Monday 26 May 2008


Thurs 15th May, Brighton Dome
…in which a selection of acts take the Dome’s original pipe organ, purchased in the Thirties, and put it through its paces.

The key image came straight away. When Robert Lippock and Beatrice Martini came onstage to take up their instruments, the organ and harp so dwarfed them they looked reduced to child size. The organ then remained a mighty block on stage, while various turns appeared to append it. Taking applause, one player gestured to it like it was a collaborator.

For Lippock and Martini’s set, we were pre-warned the miked-up organ might lead to an imperfect sound, with hiss and resonation. As so often, this merely added to the effect. It was hard to tell what was organ and what was electronics, with the latter bathed in the ‘warm’ organ sounds. The length of the improvisation obviously led to the discomfort of some in the audience. While it did at times develop slowly, this feels like part of the nature of improvisation. Some parts might not have made it into a final edit, if editing was to be done. But improvised music is more akin to a conversation than a realized script, with the joy of it where unexpected moments happen.

If the piece had a weakness, it was something else. Of course we want to hear the organ going full blast, that’s tonight’s equivalent of the money shot. Yet such bursts tended to overpower the harp, as if what had been set up was a conversation where one side had been handed a megaphone.

The ‘sacred selections’, positioned either side of the interval, were perhaps an extended interval in themselves. That was, after all, how the organ would have been used in its heyday. Of the two the more jokey first part worked the best, giving us a ‘happy hardcore selection’ just as popular numbers of the day have always been transcribed for organ. The second part was based on music by local bands, decided by popular vote. Of these only the last track (by British Sea Power) really came alive.

After Lippock and Martini, I was concerned how the organ might unsettle the Neck’s performance. When I’d seen them before, their improvisations had started with someone experimentally strumming a chord, just to see if it might take them somewhere. So keen were they to eliminate the pre-meditated, they’d even established the rule it couldn’t be agreed who would start. But here it starts with the organ, and (by their terms) jumping in with something already quite developed.

But these fears came to naught. Chris Abrahams held back on the organ power, mostly playing mere fragments of melodies or drone-based clusters that left space for the others to stick their necks in. The fully-fledged, powered-up organ didn’t come into force until the track’s climax.

This was enough to change the Necks sound, but not in the sense of skewing it. They’d previously sounded like building something up from the most basic level, like a castle from grains of sand. Here they were nearer to re-assembling something, like recreating a tree from chopped-down chunks. The chunks might not be going back up in the original order, nor even to the same tree. But none of that mattered, for the joy was all in the assembling. This made for the third time I’d seen the Necks, and each time a triumph!
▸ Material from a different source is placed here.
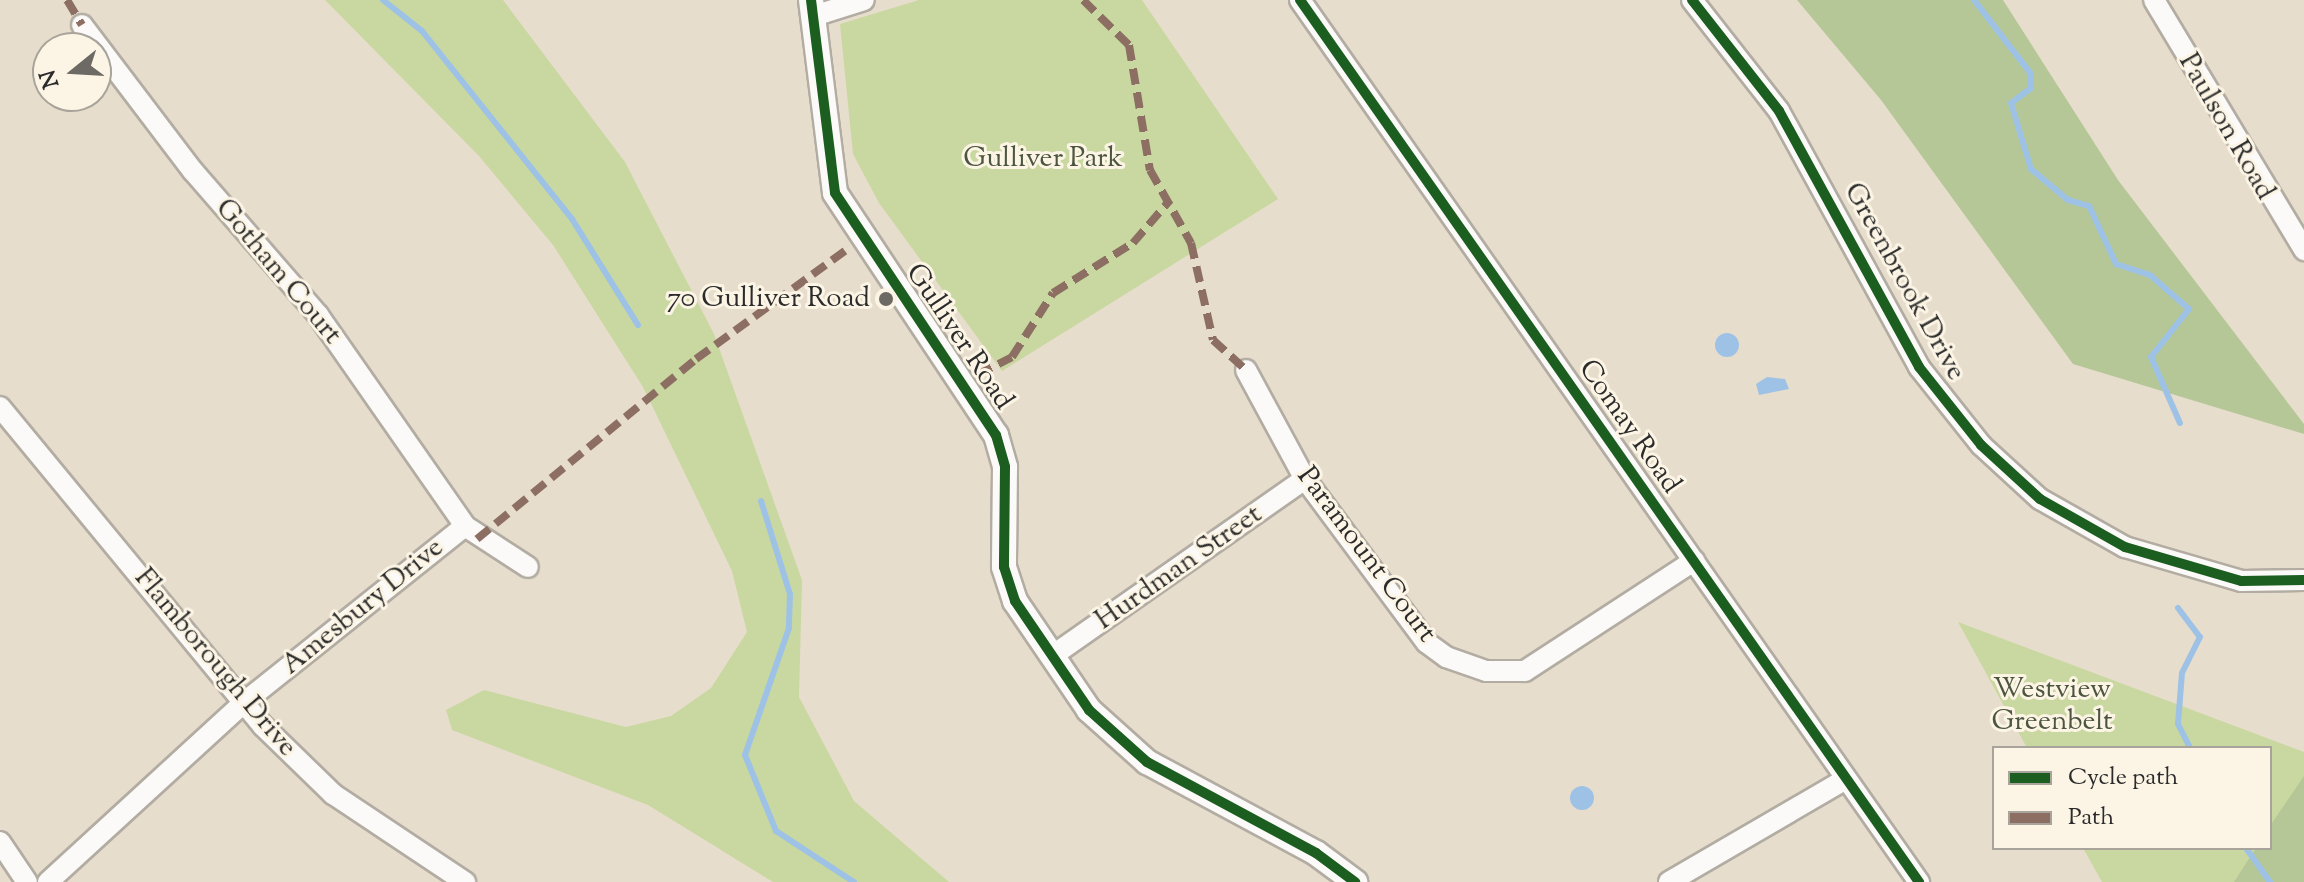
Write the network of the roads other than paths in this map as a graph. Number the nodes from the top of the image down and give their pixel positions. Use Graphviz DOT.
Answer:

Sat 24th May, Old Court House

…in which the Fall frontman was in conversation about his recently released autobiography Renegade: The Lives and Tales of Mark E. Smith. As anyone who hasn’t been marooned on a South Sea Island for the past half-century will tell you, Mark E Smith pretty much is the Fall. But protagonists aren’t always the best people to tell their own stories, and this is perhaps truer for Smith than many. For one thing, he’s managed to propel himself through so long a career by forever looking forward. For another, judging by his alcohol consumption, it’s doubtful he’d remember much of it anyway.

But more to the point, when punk was regarded as heart-on-sleeves stuff, Smith made a virtue out of being elusive and multi-faceted – even when combining that with being fiercely polemical. He quite deliberately stirred up a mystique around his cryptic utterances, something he’s scarcely likely to burst now.

Though carefully set in the afternoon, the event did counter the notion Smith had finally pickled his last brain cell. He was smart and funny, but it felt like an exercise in the art of anecdote-as-evasion. (For example, when he was asked about the infamous Worthing gig where he got too drunk to stand on stage.) It perhaps didn’t help to have his ghost writer, Austin Collings, interviewing him instead of some more objective figure.

The autobiography does sound like something of a cash-generating exercise, the literary equivalent of selling your story to the News of the World. When someone asked why he didn’t just write the book on his own, it took me a moment to work out she was asking Smith not the ghost writer. While the Fall have never exactly behaved as money-making machine, its hard to fault him for this. But Mark E Smith’s history of the Fall is a little like Wellington’s history of Waterloo, it wouldn’t be the first book you read on the subject. As to where you should go, that’s another question…

Sat 24th May, Brighton Dome

Little could be said about this beyond “they came, they saw they got funky.” The band improvised their way so smoothly through jazzed-up funky workouts you felt like they could have played ten times as long without effort. Bringing in Airto Moreira as an extra percussionist added something to the sound, though it was perhaps a little disappointing the celebrated Dome organ only got incorporated for half a song. Still the Festival ended as festivals should- with a proper knees-up.